Note: This release is a BREAKING change that removes all support for the Apache Atlas HMS listener.

[1.17.1] - 2020-11-18

Changed

  • Enabled ranger audit log summarization.

[1.17.0] - 2020-09-02

Added

  • Add allow-grant.sh to main container.
  • Add db-iam-user.sh to main container.

Removed

  • Removed initContainer in favor of a single image.

[1.16.0] - 2020-08-31

Added

  • Issue-165 Add init container dockerfile for supporting air-gapped environments.

[1.15.0] - 2020-06-16

Added

Create Hive database apiary_system on startup. Data for Ranger access logs goes to bucket <prefix>-apiary-system in Parquet format. This is pre-work to prepare for Ranger access-log Hive tables in a future version of Apiary.

[1.14.0] - 2020-05-11

Added

  • Enable caller to set min and max size of the Hive metastore thread pool. If not set, defaults to 200/1000 (Hive defaults).

[1.13.0] - 2020-04-21

Added

  • If S3 access logs are enabled in apiary-data-lake, create Hive database s3_logs_hive on startup. Raw logs go to bucket <prefix>-s3-logs and Hive Parquet data to bucket <prefix>-s3-logs-hive. This is pre-work to prepare for S3 access-log Hive tables in a future version of Apiary.

[1.12.0] - 2020-04-02

Changed

  • Updated apiary-metastore-listener version to 6.0.1 (was 6.0.0).

[1.11.0] - 2020-03-17

Added

  • If S3 Inventory is enabled in apiary-data-lake, create Hive s3_inventory database on startup.
  • Add script /s3_inventory_repair.sh which can be used as the entrypoint of this Docker image to create and repair S3 inventory tables in the inventory database (if S3 inventory is enabled).
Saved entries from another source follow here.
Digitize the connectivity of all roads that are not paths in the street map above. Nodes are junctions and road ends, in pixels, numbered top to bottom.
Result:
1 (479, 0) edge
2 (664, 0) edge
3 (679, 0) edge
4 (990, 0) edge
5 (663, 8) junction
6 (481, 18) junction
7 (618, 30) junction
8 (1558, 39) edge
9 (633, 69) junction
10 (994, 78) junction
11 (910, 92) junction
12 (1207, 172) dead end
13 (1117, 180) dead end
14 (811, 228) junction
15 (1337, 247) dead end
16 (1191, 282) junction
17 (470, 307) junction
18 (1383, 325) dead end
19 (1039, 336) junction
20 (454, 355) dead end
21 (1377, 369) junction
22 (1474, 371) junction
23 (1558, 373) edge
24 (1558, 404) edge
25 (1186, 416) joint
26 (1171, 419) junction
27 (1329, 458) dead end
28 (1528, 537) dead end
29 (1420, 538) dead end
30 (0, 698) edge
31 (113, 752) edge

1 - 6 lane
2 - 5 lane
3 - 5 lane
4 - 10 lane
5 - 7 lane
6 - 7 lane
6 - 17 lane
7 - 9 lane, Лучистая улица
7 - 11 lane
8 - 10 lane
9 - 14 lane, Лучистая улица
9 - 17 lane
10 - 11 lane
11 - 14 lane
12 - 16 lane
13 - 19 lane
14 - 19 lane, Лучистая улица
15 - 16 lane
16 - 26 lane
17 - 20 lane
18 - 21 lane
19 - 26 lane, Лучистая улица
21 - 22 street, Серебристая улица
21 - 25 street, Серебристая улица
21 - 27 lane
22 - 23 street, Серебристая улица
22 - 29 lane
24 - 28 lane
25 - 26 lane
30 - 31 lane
The intent is to run the image this way on a scheduled basis in Kubernetes after AWS creates new inventory partition files in S3 each day.

[1.10.0] - 2020-03-16

Changed

  • Updated apiary-metastore-listener and kafka-metastore-listener versions to 6.0.0 (was 5.0.2).

[1.9.0] - 2020-02-10

Added

  • Enable Prometheus exporter when running on Kubernetes instead of sending metrics to CloudWatch.

[1.8.0] - 2020-02-06

Added

  • Added an optional Apiary metastore listener which can be used to send Hive metadata events to a Kafka topic.

[1.7.0] - 2020-02-05

Changed

  • Updated apiary-metastore-listener version to 5.0.2 (was 4.2.0).

[1.6.0] - 2020-02-04

Added

  • Set EKS hostname to ECS_TASK_ID required for enabling metastore metrics.

Changed

  • Update using https for maven central repository as it no longer supports insecure communication over plain HTTP.

[1.5.1] - 2020-01-10

Changed

  • Fix Ranger Solr auditing by upgrading apiary-extensions version to 5.0.1 (was 5.0.0)

[1.5.0] - 2019-12-10

Added

  • Atlas cluster name is set to Apiary ATLAS_CLUSTER_NAME env variable when using Atlas plugin. If not set, will default to INSTANCE_NAME var.

Changed

  • Update Ranger version from to 2.0.0 (was 1.1.0).
  • Update Ranger metastore plugin to 5.0.0 (was 4.2.0).
  • Support Ranger audit-only mode for read-only HMS endpoint when audit destination is SOLR.

[1.4.0] - 2019-11-18

Added

  • Add Atlas hive-bridge metastore listener, to send metadata events to Kafka.

[1.3.1] - 2019-11-12

Changed

  • set DefaultAWSCredentialsProviderChain as default hadoop-aws credential provider.

[1.3.0] - 2019-09-09

Changed

  • Updated emr-apps.repo to 5.24.0 (was 5.15.0).
  • Updated emr-platform.repo to 1.17.0 (was 1.6.0).

Fixed

[1.2.0] - 2019-08-08

Added

  • If Ranger is configured on the metastore, the read-only instance of the metastore will be configured for audit-only by using ApiaryRangerAuthAllAccessPolicyProvider in apiary-metastore-ranger-plugin

[1.1.0] - 2019-05-09

Added

Changed

  • Updated apiary-metastore-listener to 4.0.0 (was 1.1.0).
  • Updated apiary-gluesync-listener to 4.0.0 (was 1.1.0).
  • Updated apiary-ranger-plugin to 4.0.0 (was 1.1.0).
  • Updated apiary-metastore-metrics to 4.0.0 (was 1.1.0).
  • Updated apiary-metastore-auth to 4.0.0 (was 1.1.0).

[1.0.1] - 2019-02-15

Added

  • Auto configure Hive metastore heapsize when running on ECS.

Changed

  • Replace EMRFS with hadoop-aws S3A libraries.

[1.0.0] - 2018-10-31

Added

  • Option to send metastore metrics to CloudWatch - see #4.
  • Refactor Environment variable names.
  • Migrate secrets from Hashicorp Vault to AWS SecretsManager.
  • Update startup script to configure Log4j, to fix sending Hive Metastore logs to CloudWatch.

Changed

Fixed

  • Fix to update cacerts for Java.
  • Fix Hive Metastore logging.